By: Shelby Herlick
Shelby Herlick is an active Families as Partners volunteer and involved in multiple pathways within the program. She is an active member of the Family Advisory Council (FAC), and the current vice-chair. Additionally, she is the chair of the Cardiovascular Experience Team (CVET), a Families as Faculty presenter, a presenter for New Employee Orientation and the CV Family-to-Family volunteer peer support lead. Read more about Shelby’s experience with the unexpected in her blog #IWearRedforCharlie.I was living in a world of Type-A, the plan must play out perfectly, nothing can go wrong, I have dotted every I, crossed every T, and then BAM! Here’s Charlie.
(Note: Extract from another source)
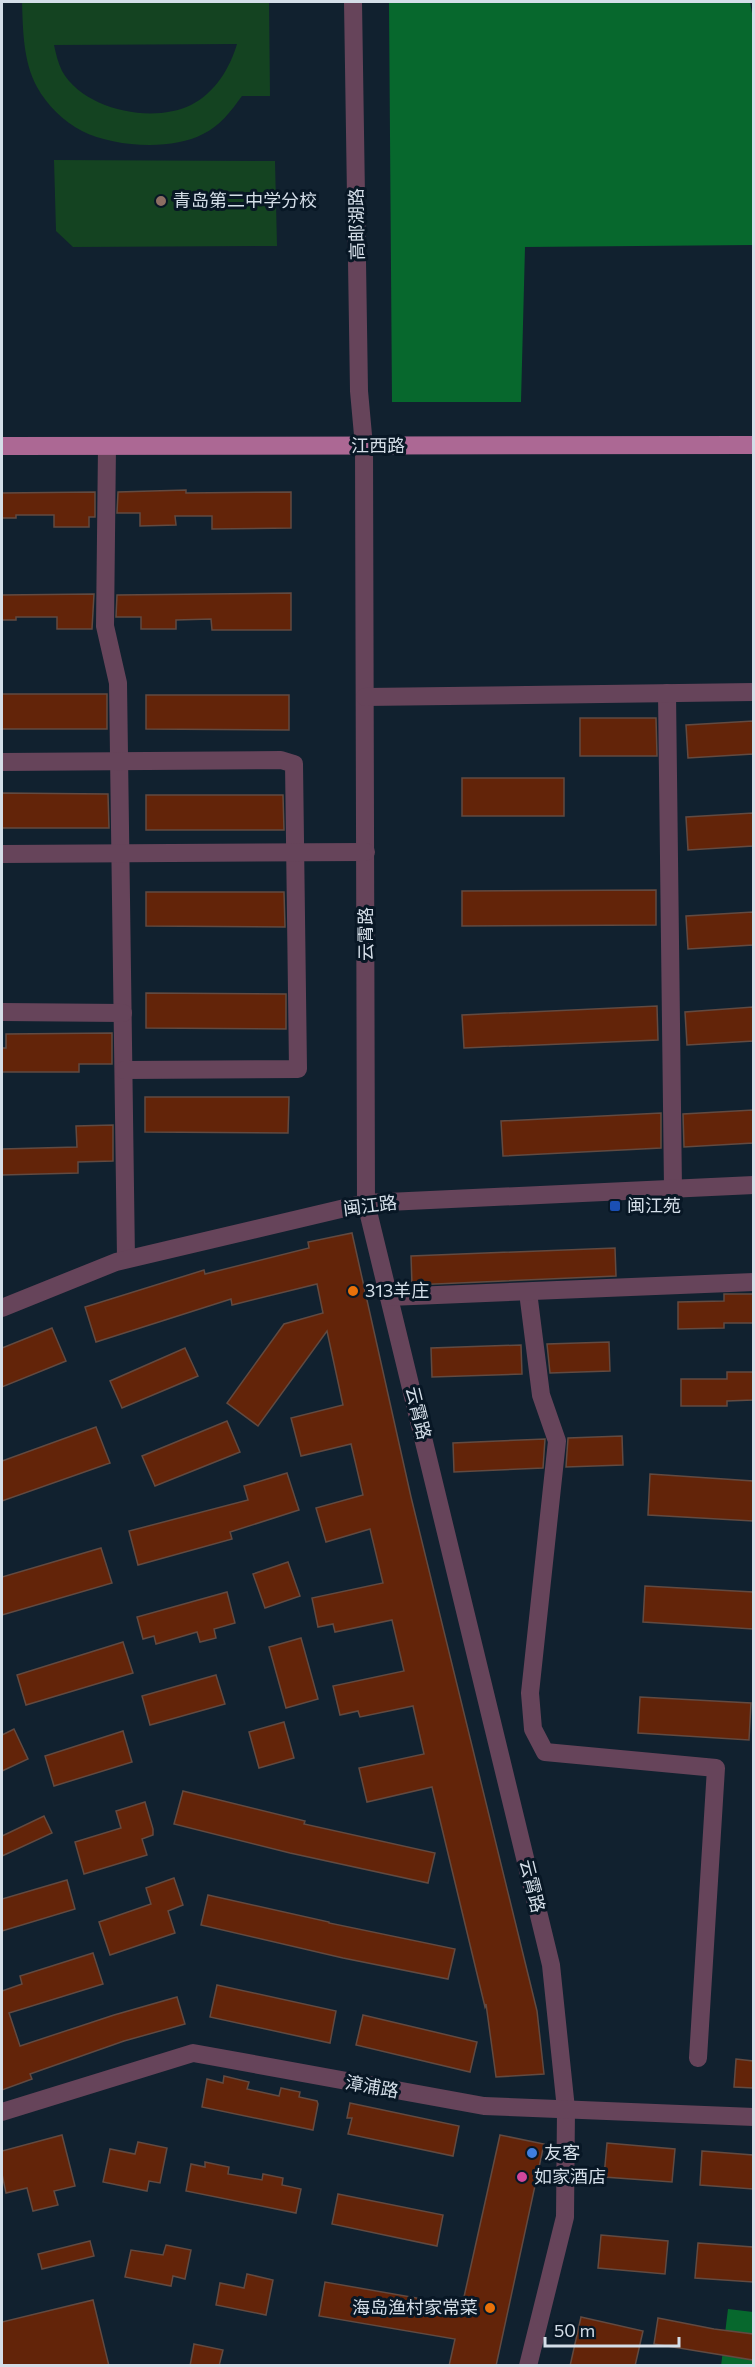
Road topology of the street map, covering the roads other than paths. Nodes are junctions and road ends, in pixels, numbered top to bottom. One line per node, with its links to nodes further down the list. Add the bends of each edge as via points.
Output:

Charlie was born through a scheduled, 39-week C-section. I was told he was a “healthy” baby. But his breathing, his breathing was just not right, and everything in me could feel it. Just the same, they sent him home with us.
It was two months later when that ‘something’s not right’ feeling became the unexpected bomb that would change our lives forever.
During his walk-in clinic appointment, the doctor uttered the words: “Heart murmur.” A week later we would be sitting in The Children’s Heart Clinic hearing the words: “Your son has a serious heart defect” and “We’re admitting you to the hospital.”
My perfectly planned life just blew up in front of me, and I was sure there was absolutely nothing I could do to stop it.
Charlie would proceed to undergo three unexpected open-heart surgeries before he was 6 months old. Each time more frustrating, each time more painful, each time more unexpected than the last.
Throughout the hospitalizations, he underwent more tests than I can count, hours of procedures, dozens upon dozens of medications, minor and major complications. I asked questions upon questions, I read every document they handed me, I watched the videos, I learned the procedures, I did the cares and I became a mom of the unexpected.
By the second open heart surgery, I knew what raising the unexpected meant.
It meant everything was harder. It meant missing your other children’s Christmas programs, it meant video chatting for holidays or to say bedtime prayers, giving up outings with friends, quarantining during cold and flu season, choosing a pay check or choosing to care for your sick child, it meant unexpected emergency room visits and unplanned hospitalizations, it meant life was hard and it was painful.
It meant feeling like you are constantly making the wrong decision or disappointing someone. And I let myself sit in that place.
It took me until that third open heart surgery to truly embrace what raising the unexpected meant.
It meant that I got to form new relationships, indulge myself in medical language, and learn an abundance of information about my child. Because my unexpected child was exactly that—my child. It meant that those Type-A planning skills and color-coordinated schedules were going to be quite handy.
It meant that instead of that one monumental moment when your child smiles for the first time, I got four. I got four first cries, four first giggles, four first times holding him, I got them all. And just like every surgery became more painful, more frustrating, every first time became more exciting, more powerful. And I made the choice to move to this place instead, I’m happy here.
Every day, I can picture my helpless baby boy in that post-surgery room. A painful and gut-wrenching image that I can’t forget for the life of me. And next to that image are the millions more of him telling the nurses how to access his port, conversing with his doctors, teaching his friends about his blood, and explaining in great detail how he was shocked. I get to see him dancing in his recitals, performing his own Christmas programs, slugging that baseball over the heads of kids three years older than him.
All of the things that I was so worried about, he’s not.
I GET to raise the unexpected. His name is Charlie.